- **Exercise brief**
Below is a listing. Copy each line of it that holds the word "dead".

= = =

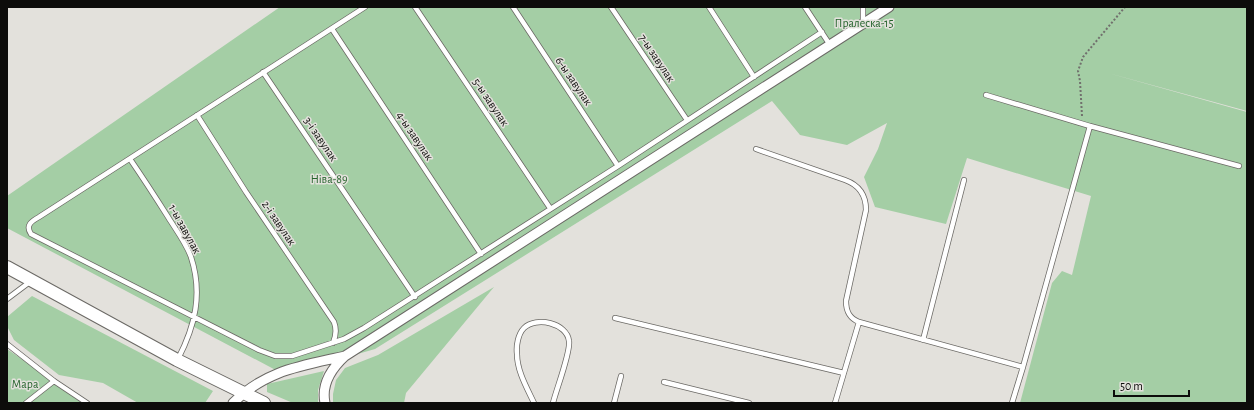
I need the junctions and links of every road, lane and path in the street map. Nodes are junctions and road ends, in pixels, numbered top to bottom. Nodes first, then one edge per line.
1 (365, 7) edge
2 (415, 7) edge
3 (513, 7) edge
4 (611, 7) edge
5 (709, 7) edge
6 (805, 7) edge
7 (863, 7) edge
8 (889, 7) edge
9 (1125, 7) edge
10 (863, 23) junction
11 (332, 29) junction
12 (822, 32) junction
13 (830, 45) junction
14 (264, 72) junction
15 (754, 77) junction
16 (986, 95) dead end
17 (197, 115) junction
18 (686, 120) junction
19 (1082, 123) junction
20 (1090, 126) junction
21 (756, 149) dead end
22 (130, 159) junction
23 (618, 166) junction
24 (1240, 166) dead end
25 (964, 180) dead end
26 (550, 208) junction
27 (481, 254) junction
28 (7, 267) edge
29 (33, 280) junction
30 (415, 296) junction
31 (7, 299) edge
32 (195, 318) junction
33 (615, 318) dead end
34 (859, 322) junction
35 (923, 340) junction
36 (333, 343) junction
37 (7, 344) edge
38 (345, 356) junction
39 (177, 360) junction
40 (1023, 367) junction
41 (844, 373) junction
42 (621, 376) dead end
43 (54, 381) junction
44 (664, 382) dead end
45 (244, 392) junction
46 (26, 403) edge
47 (87, 403) edge
48 (232, 403) edge
49 (264, 403) edge
50 (324, 403) edge
51 (534, 403) edge
52 (553, 403) edge
53 (614, 403) edge
54 (749, 403) edge
55 (835, 403) edge
56 (1012, 403) edge

1 - 11 lane
2 - 26 lane, 5-ы завулак
3 - 23 lane, 6-ы завулак
4 - 18 lane, 7-ы завулак
5 - 15 lane
6 - 12 lane
7 - 10 lane
8 - 10 street
9 - 19 path
10 - 13 street
11 - 14 lane
11 - 27 lane, 4-ы завулак
12 - 13 lane
12 - 15 lane
13 - 38 street
14 - 17 lane
14 - 30 lane, 3-і завулак
15 - 18 lane
16 - 19 lane
17 - 22 lane
17 - 36 lane, 2-і завулак
18 - 23 lane
19 - 20 lane
20 - 24 lane
20 - 40 lane
21 - 34 lane
22 - 32 lane, 1-ы завулак
22 - 32 lane
23 - 26 lane
25 - 35 lane
26 - 27 lane
27 - 30 lane
28 - 29 street
29 - 31 lane
29 - 39 street
30 - 36 lane
32 - 36 lane
32 - 39 lane, 1-ы завулак
33 - 41 lane
34 - 35 lane
34 - 41 lane
35 - 40 lane
37 - 43 lane
38 - 45 street
38 - 50 street
39 - 45 street
40 - 56 lane
41 - 55 lane
42 - 53 lane
43 - 46 lane
43 - 47 lane
44 - 54 lane
45 - 48 street
45 - 49 street
51 - 52 lane

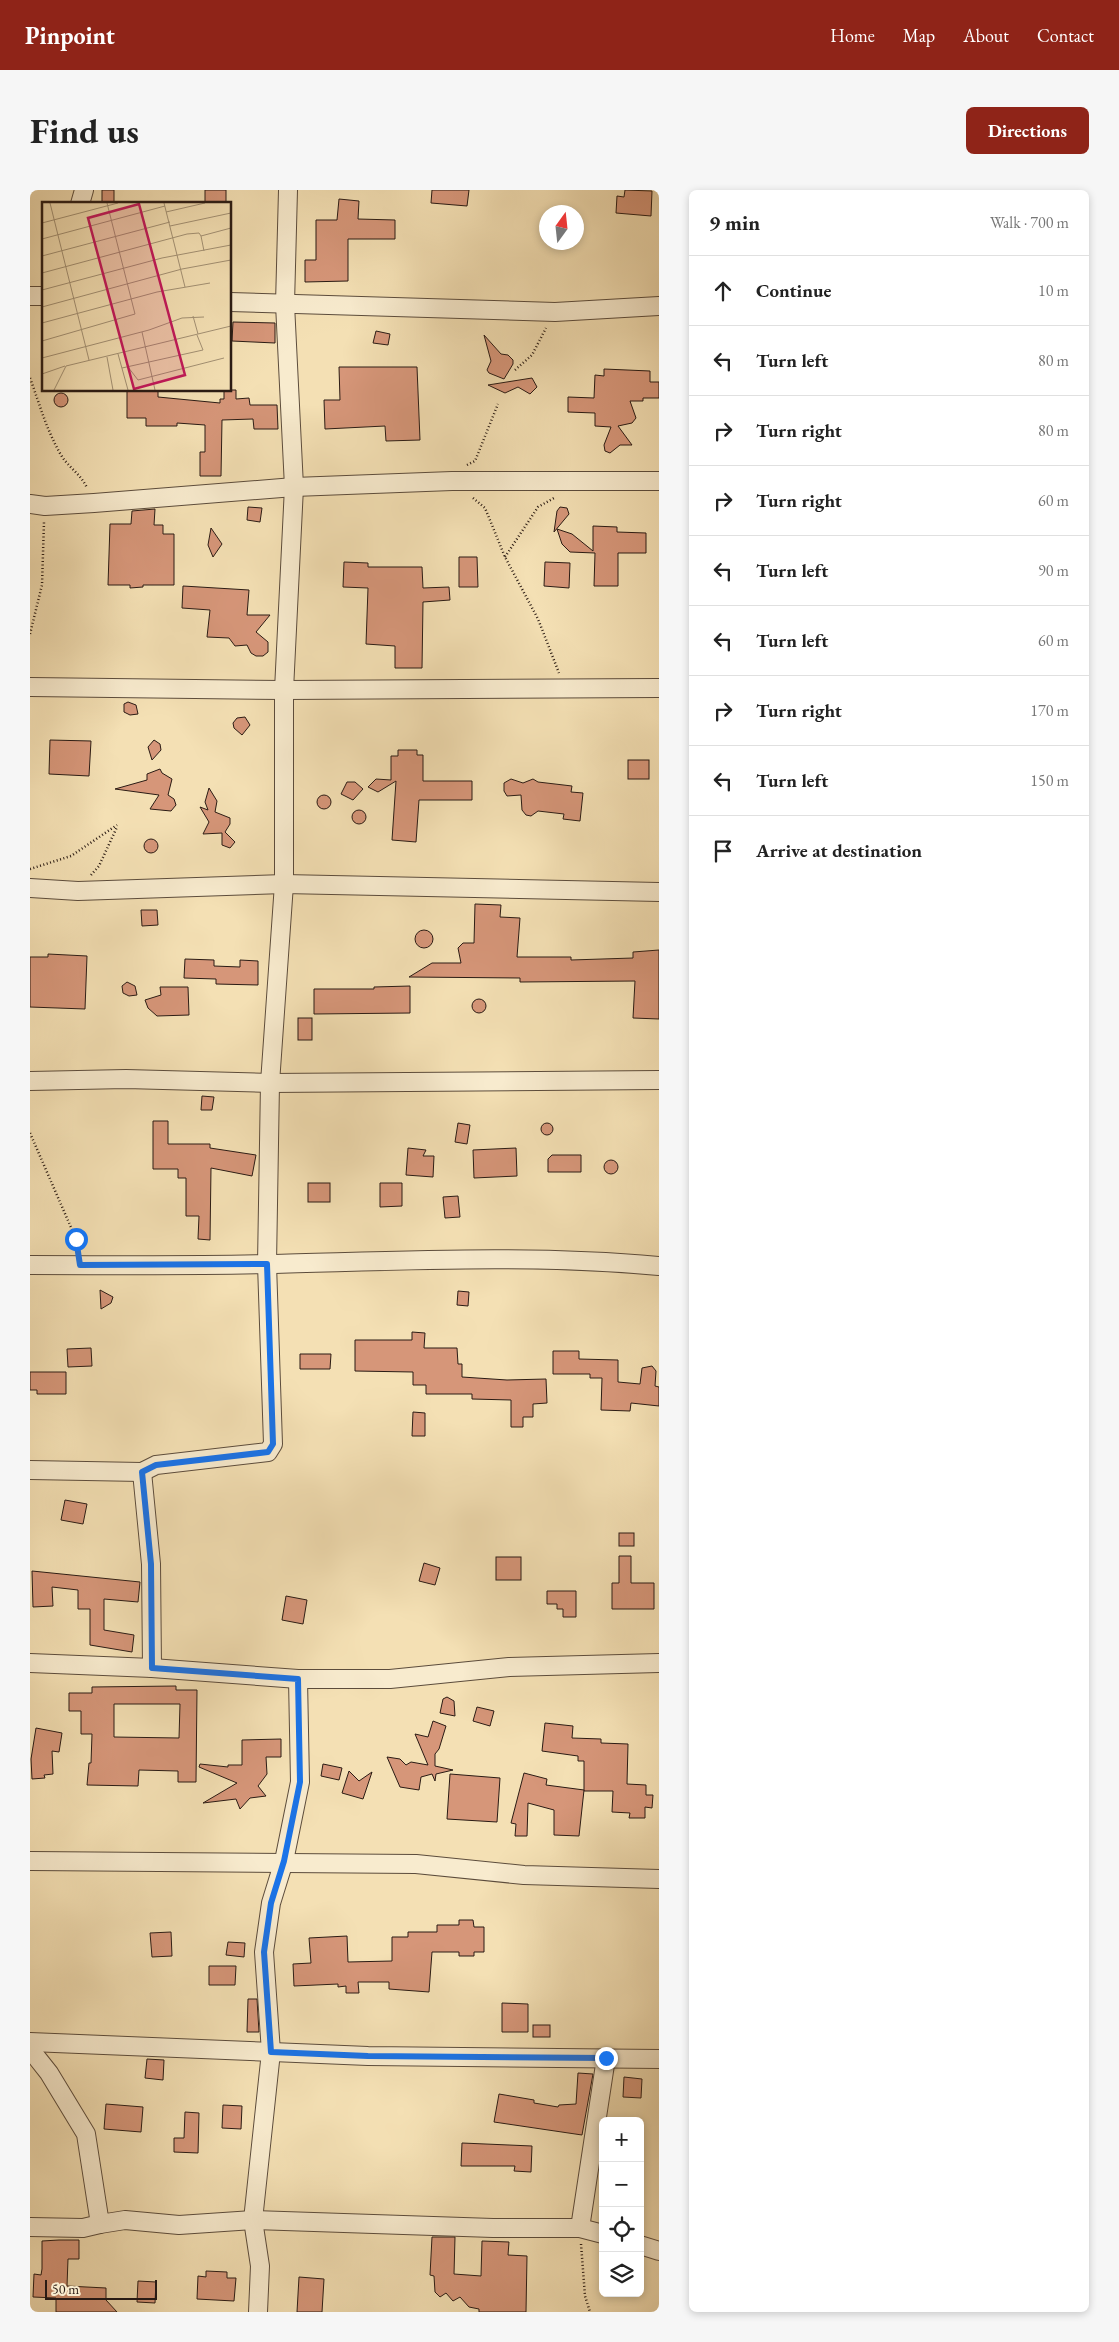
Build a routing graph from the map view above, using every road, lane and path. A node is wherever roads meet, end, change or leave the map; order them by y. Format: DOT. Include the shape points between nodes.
graph roads {
  1 [pos="288,190"];
  2 [pos="231,302"];
  3 [pos="284,304"];
  4 [pos="659,306"];
  5 [pos="555,312"];
  6 [pos="515,370"];
  7 [pos="30,378"];
  8 [pos="498,404"];
  9 [pos="459,469"];
  10 [pos="659,481"];
  11 [pos="294,488"];
  12 [pos="561,494"];
  13 [pos="472,497"];
  14 [pos="94,503"];
  15 [pos="37,505"];
  16 [pos="505,557"];
  17 [pos="30,634"];
  18 [pos="30,687"];
  19 [pos="565,688"];
  20 [pos="659,688"];
  21 [pos="284,690"];
  22 [pos="30,869"];
  23 [pos="284,884"];
  24 [pos="30,888"];
  25 [pos="78,891"];
  26 [pos="659,892"];
  27 [pos="659,1080"];
  28 [pos="30,1081"];
  29 [pos="270,1082"];
  30 [pos="30,1133"];
  31 [pos="267,1264"];
  32 [pos="30,1265"];
  33 [pos="80,1265"];
  34 [pos="659,1266"];
  35 [pos="30,1470"];
  36 [pos="142,1472"];
  37 [pos="30,1662"];
  38 [pos="659,1663"];
  39 [pos="152,1668"];
  40 [pos="298,1679"];
  41 [pos="30,1861"];
  42 [pos="284,1861"];
  43 [pos="659,1878"];
  44 [pos="30,2042"];
  45 [pos="30,2050"];
  46 [pos="271,2052"];
  47 [pos="606,2058"];
  48 [pos="659,2059"];
  49 [pos="253,2220"];
  50 [pos="100,2224"];
  51 [pos="30,2227"];
  52 [pos="580,2228"];
  53 [pos="599,2233"];
  54 [pos="644,2246"];
  55 [pos="659,2251"];
  56 [pos="258,2312"];
  57 [pos="590,2312"];
  1 -- 3 [label="street"];
  2 -- 3 [label="street"];
  3 -- 5 [label="street"];
  3 -- 11 [label="street"];
  4 -- 5 [label="street"];
  5 -- 6 [label="path" via="532,355"];
  7 -- 14 [label="path" via="43,421 62,457 82,477"];
  8 -- 9 [label="path" via="475,461"];
  10 -- 11 [label="street" via="452,481"];
  11 -- 14 [label="street"];
  11 -- 21 [label="street"];
  12 -- 16 [label="path" via="538,507"];
  13 -- 16 [label="path" via="485,508"];
  14 -- 15 [label="street"];
  15 -- 17 [label="path" via="42,585"];
  16 -- 19 [label="path" via="538,619"];
  18 -- 21 [label="street"];
  19 -- 20 [label="street"];
  19 -- 21 [label="street"];
  21 -- 23 [label="street"];
  22 -- 25 [label="path" via="70,856 117,825 99,866"];
  23 -- 25 [label="street"];
  23 -- 26 [label="street"];
  23 -- 29 [label="street"];
  24 -- 25 [label="street"];
  27 -- 29 [label="street"];
  28 -- 29 [label="street"];
  29 -- 31 [label="street"];
  30 -- 33 [label="path" via="76,1239"];
  31 -- 33 [label="street"];
  31 -- 34 [label="street" via="444,1258 600,1260"];
  31 -- 36 [label="street" via="273,1444 268,1452 156,1465"];
  32 -- 33 [label="street"];
  35 -- 36 [label="street"];
  36 -- 39 [label="street" via="151,1564"];
  37 -- 39 [label="street"];
  38 -- 40 [label="street" via="509,1667 390,1679"];
  39 -- 40 [label="street"];
  40 -- 42 [label="street" via="300,1782"];
  41 -- 42 [label="street"];
  42 -- 43 [label="street" via="416,1864 524,1875"];
  42 -- 46 [label="street" via="271,1903 264,1952"];
  44 -- 46 [label="street"];
  45 -- 50 [label="street" via="49,2073 86,2134"];
  46 -- 47 [label="street"];
  46 -- 49 [label="street"];
  47 -- 48 [label="street"];
  47 -- 52 [label="street"];
  49 -- 50 [label="street" via="179,2225 125,2220"];
  49 -- 52 [label="street"];
  49 -- 56 [label="street" via="260,2266"];
  50 -- 51 [label="street" via="83,2228"];
  52 -- 53 [label="street"];
  52 -- 57 [label="path" via="585,2296"];
  54 -- 55 [label="street"];
}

= = =

- **Expected answer**
16 (986, 95) dead end
21 (756, 149) dead end
24 (1240, 166) dead end
25 (964, 180) dead end
33 (615, 318) dead end
42 (621, 376) dead end
44 (664, 382) dead end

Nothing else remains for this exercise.